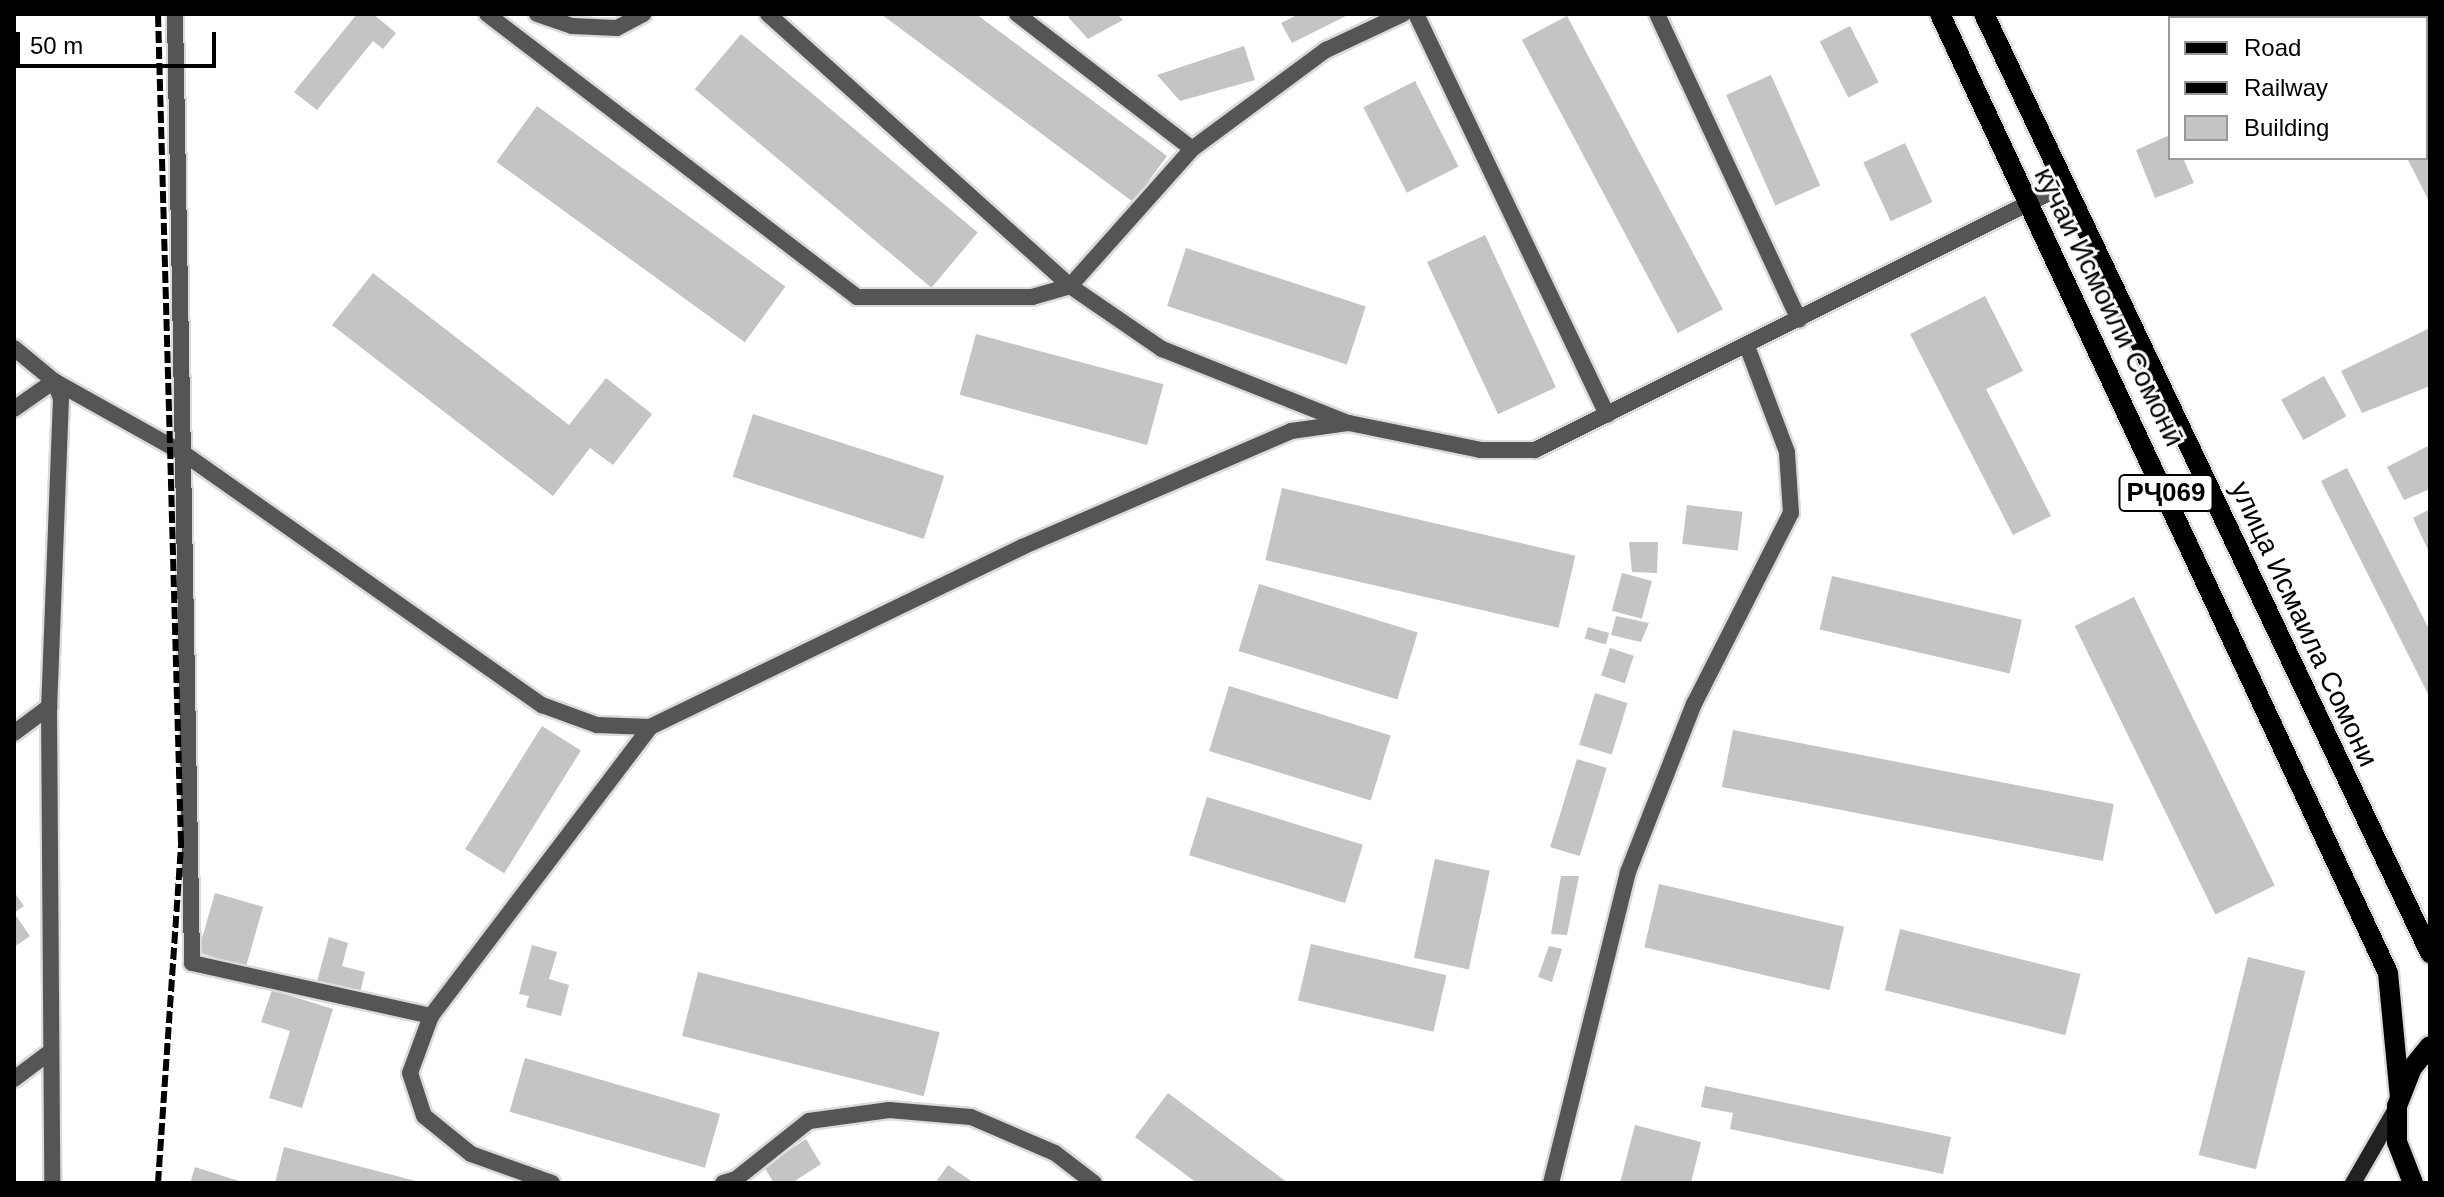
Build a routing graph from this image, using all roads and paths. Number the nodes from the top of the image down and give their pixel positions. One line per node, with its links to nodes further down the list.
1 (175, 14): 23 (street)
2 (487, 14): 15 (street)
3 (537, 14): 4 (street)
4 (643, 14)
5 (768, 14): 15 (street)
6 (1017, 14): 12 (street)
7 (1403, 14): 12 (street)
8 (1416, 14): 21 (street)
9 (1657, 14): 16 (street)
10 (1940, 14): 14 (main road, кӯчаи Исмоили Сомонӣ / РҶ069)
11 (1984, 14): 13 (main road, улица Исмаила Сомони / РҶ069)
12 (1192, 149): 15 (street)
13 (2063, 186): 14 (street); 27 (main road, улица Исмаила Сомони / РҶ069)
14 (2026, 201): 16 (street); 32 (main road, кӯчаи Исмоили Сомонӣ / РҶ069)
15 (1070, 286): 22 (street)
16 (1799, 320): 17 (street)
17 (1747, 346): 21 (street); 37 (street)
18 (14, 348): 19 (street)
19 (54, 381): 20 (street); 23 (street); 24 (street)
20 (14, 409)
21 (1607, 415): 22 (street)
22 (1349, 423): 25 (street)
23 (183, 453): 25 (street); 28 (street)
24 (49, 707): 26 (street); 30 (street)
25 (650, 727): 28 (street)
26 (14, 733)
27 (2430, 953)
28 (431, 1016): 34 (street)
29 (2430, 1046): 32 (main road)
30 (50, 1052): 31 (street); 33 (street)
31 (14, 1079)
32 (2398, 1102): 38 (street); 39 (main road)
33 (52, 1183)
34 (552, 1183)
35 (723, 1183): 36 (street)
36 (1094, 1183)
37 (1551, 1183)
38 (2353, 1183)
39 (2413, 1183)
-=-=-
## [TASK DIRECTIONS]
Give the entries above again exactly, minus their pictures.

## [EXERCISE SOLUTION]
Build a routing graph from this image, using all roads and paths. Number the nodes from the top of the image down and give their pixel positions. One line per node, with its links to nodes further down the list.
1 (175, 14): 23 (street)
2 (487, 14): 15 (street)
3 (537, 14): 4 (street)
4 (643, 14)
5 (768, 14): 15 (street)
6 (1017, 14): 12 (street)
7 (1403, 14): 12 (street)
8 (1416, 14): 21 (street)
9 (1657, 14): 16 (street)
10 (1940, 14): 14 (main road, кӯчаи Исмоили Сомонӣ / РҶ069)
11 (1984, 14): 13 (main road, улица Исмаила Сомони / РҶ069)
12 (1192, 149): 15 (street)
13 (2063, 186): 14 (street); 27 (main road, улица Исмаила Сомони / РҶ069)
14 (2026, 201): 16 (street); 32 (main road, кӯчаи Исмоили Сомонӣ / РҶ069)
15 (1070, 286): 22 (street)
16 (1799, 320): 17 (street)
17 (1747, 346): 21 (street); 37 (street)
18 (14, 348): 19 (street)
19 (54, 381): 20 (street); 23 (street); 24 (street)
20 (14, 409)
21 (1607, 415): 22 (street)
22 (1349, 423): 25 (street)
23 (183, 453): 25 (street); 28 (street)
24 (49, 707): 26 (street); 30 (street)
25 (650, 727): 28 (street)
26 (14, 733)
27 (2430, 953)
28 (431, 1016): 34 (street)
29 (2430, 1046): 32 (main road)
30 (50, 1052): 31 (street); 33 (street)
31 (14, 1079)
32 (2398, 1102): 38 (street); 39 (main road)
33 (52, 1183)
34 (552, 1183)
35 (723, 1183): 36 (street)
36 (1094, 1183)
37 (1551, 1183)
38 (2353, 1183)
39 (2413, 1183)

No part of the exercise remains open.